● **Problem**
Write the data out again exactly, dropping any images it holds.

(Stored items)
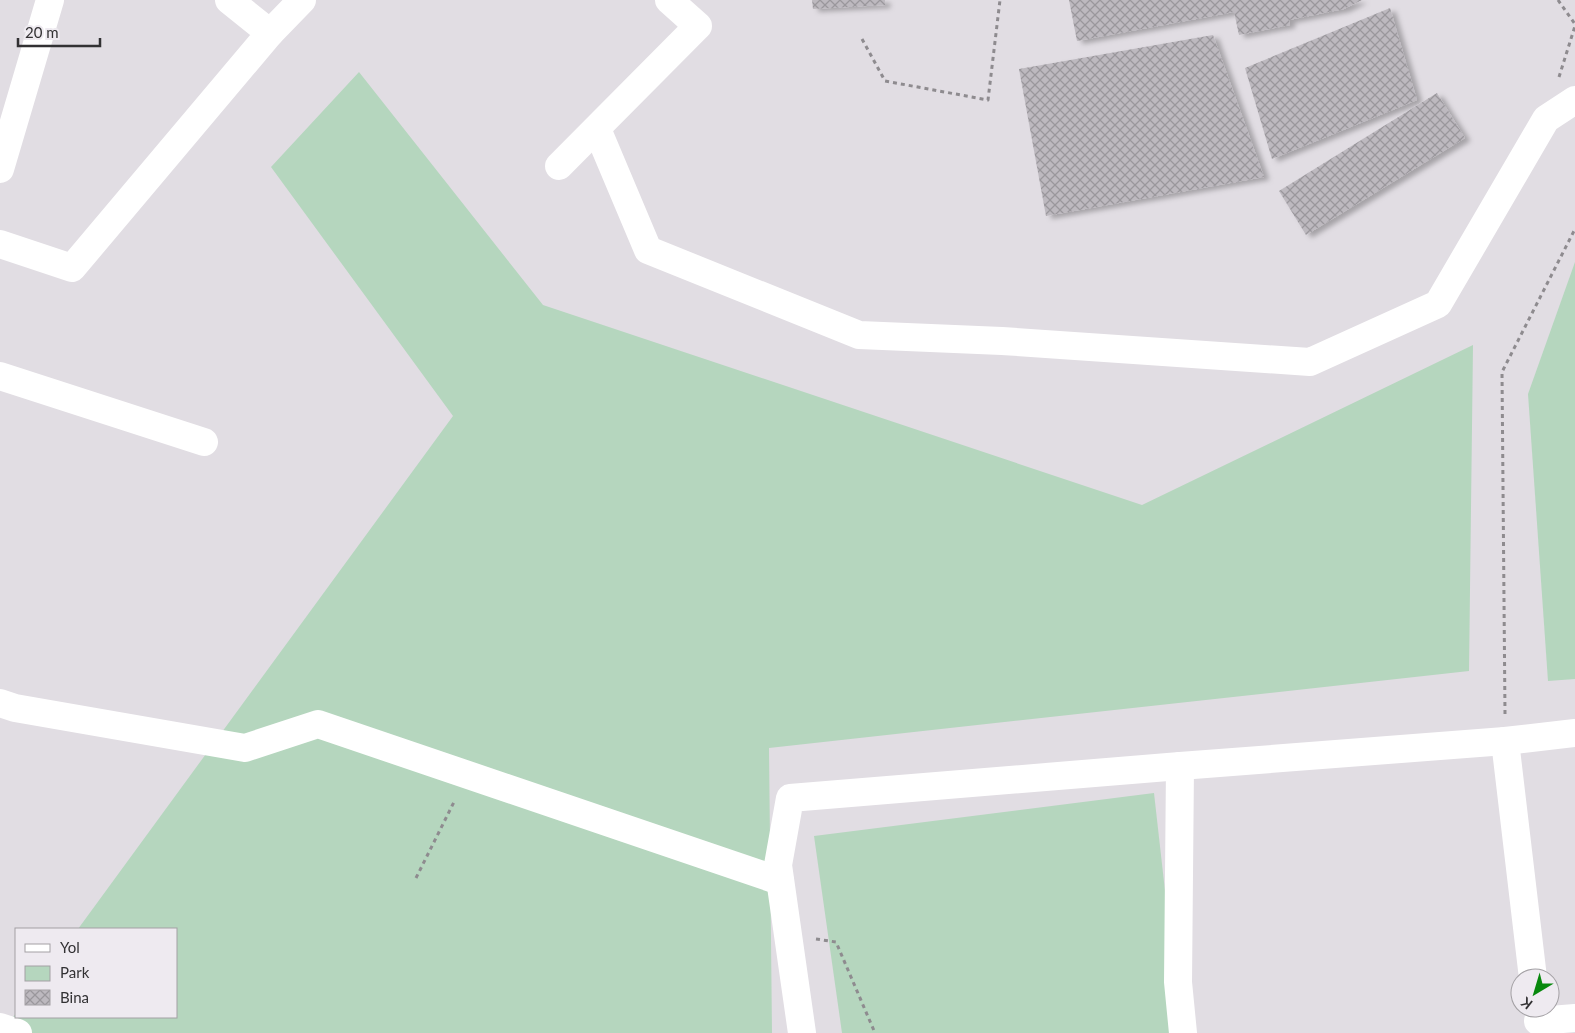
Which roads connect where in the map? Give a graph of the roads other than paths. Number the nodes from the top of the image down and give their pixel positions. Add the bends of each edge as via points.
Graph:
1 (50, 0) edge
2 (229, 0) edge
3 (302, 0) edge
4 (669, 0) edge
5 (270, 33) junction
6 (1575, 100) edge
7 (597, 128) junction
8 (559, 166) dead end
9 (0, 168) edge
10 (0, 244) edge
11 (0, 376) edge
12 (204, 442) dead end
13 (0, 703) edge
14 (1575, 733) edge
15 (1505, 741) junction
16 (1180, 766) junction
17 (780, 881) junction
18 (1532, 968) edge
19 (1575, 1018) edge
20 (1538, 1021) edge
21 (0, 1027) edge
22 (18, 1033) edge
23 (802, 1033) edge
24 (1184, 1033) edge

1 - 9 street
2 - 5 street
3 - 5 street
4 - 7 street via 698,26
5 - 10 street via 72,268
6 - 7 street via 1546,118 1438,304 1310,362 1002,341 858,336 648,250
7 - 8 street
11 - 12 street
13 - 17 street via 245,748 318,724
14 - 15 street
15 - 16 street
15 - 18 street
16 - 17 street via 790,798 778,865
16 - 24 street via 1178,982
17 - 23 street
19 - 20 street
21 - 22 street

● **Finished exercise**
Which roads connect where in the map? Give a graph of the roads other than paths. Number the nodes from the top of the image down and give their pixel positions. Add the bends of each edge as via points.
Graph:
1 (50, 0) edge
2 (229, 0) edge
3 (302, 0) edge
4 (669, 0) edge
5 (270, 33) junction
6 (1575, 100) edge
7 (597, 128) junction
8 (559, 166) dead end
9 (0, 168) edge
10 (0, 244) edge
11 (0, 376) edge
12 (204, 442) dead end
13 (0, 703) edge
14 (1575, 733) edge
15 (1505, 741) junction
16 (1180, 766) junction
17 (780, 881) junction
18 (1532, 968) edge
19 (1575, 1018) edge
20 (1538, 1021) edge
21 (0, 1027) edge
22 (18, 1033) edge
23 (802, 1033) edge
24 (1184, 1033) edge

1 - 9 street
2 - 5 street
3 - 5 street
4 - 7 street via 698,26
5 - 10 street via 72,268
6 - 7 street via 1546,118 1438,304 1310,362 1002,341 858,336 648,250
7 - 8 street
11 - 12 street
13 - 17 street via 245,748 318,724
14 - 15 street
15 - 16 street
15 - 18 street
16 - 17 street via 790,798 778,865
16 - 24 street via 1178,982
17 - 23 street
19 - 20 street
21 - 22 street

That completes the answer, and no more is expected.